How to Make Bang Bang Shrimp

Step-by-Step

  1. Heat olive oil in small saucepan over low heat. Add the minced garlic and cook for 1 minute stirring constantly. Add rice vinegar, soy sauce, brown sugar and sambal oelek. Cook for 1-2 minutes; stirring several times. In a small bowl mix together 2 teaspoons cornstarch and water; stir into the saucepan. Simmer for 1-2 minutes or until slightly thickened. Cover and remove from the heat and set aside. Let cool for about 10 minutes.

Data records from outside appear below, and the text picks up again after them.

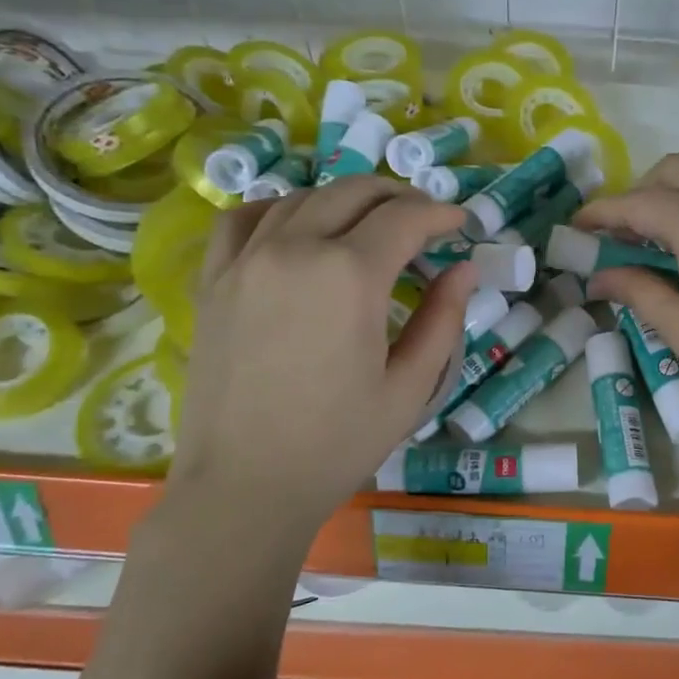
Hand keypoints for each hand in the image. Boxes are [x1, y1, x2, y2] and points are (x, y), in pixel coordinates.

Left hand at [166, 176, 475, 540]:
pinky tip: (296, 227)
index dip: (441, 214)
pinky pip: (243, 218)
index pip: (404, 219)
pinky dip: (278, 208)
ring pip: (302, 197)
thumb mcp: (410, 388)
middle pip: (354, 192)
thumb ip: (443, 320)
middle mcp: (295, 249)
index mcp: (349, 276)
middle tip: (425, 220)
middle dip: (399, 197)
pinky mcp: (214, 280)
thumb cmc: (337, 443)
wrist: (245, 485)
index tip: (461, 225)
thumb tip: (464, 269)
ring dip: (346, 200)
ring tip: (370, 223)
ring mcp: (246, 260)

  2. In a small bowl together the mayonnaise, honey and cooled chili sauce; set aside
  3. Dry the shrimp with paper towels. Heat about 1 inch of vegetable or canola oil to 375 degrees in a heavy skillet, dutch oven or stockpot. Put 1/2 cup cornstarch in a large ziploc bag. Add shrimp and shake to coat. Working in small batches add the shrimp to hot oil. Cook until lightly browned flipping halfway through the cooking process; approximately 1-1 1/2 minutes per side. Remove to paper towels to drain.
  4. Gently fold the cooked shrimp into the sauce. Top with thin sliced scallions and a sprinkle of crushed red pepper. Serve immediately.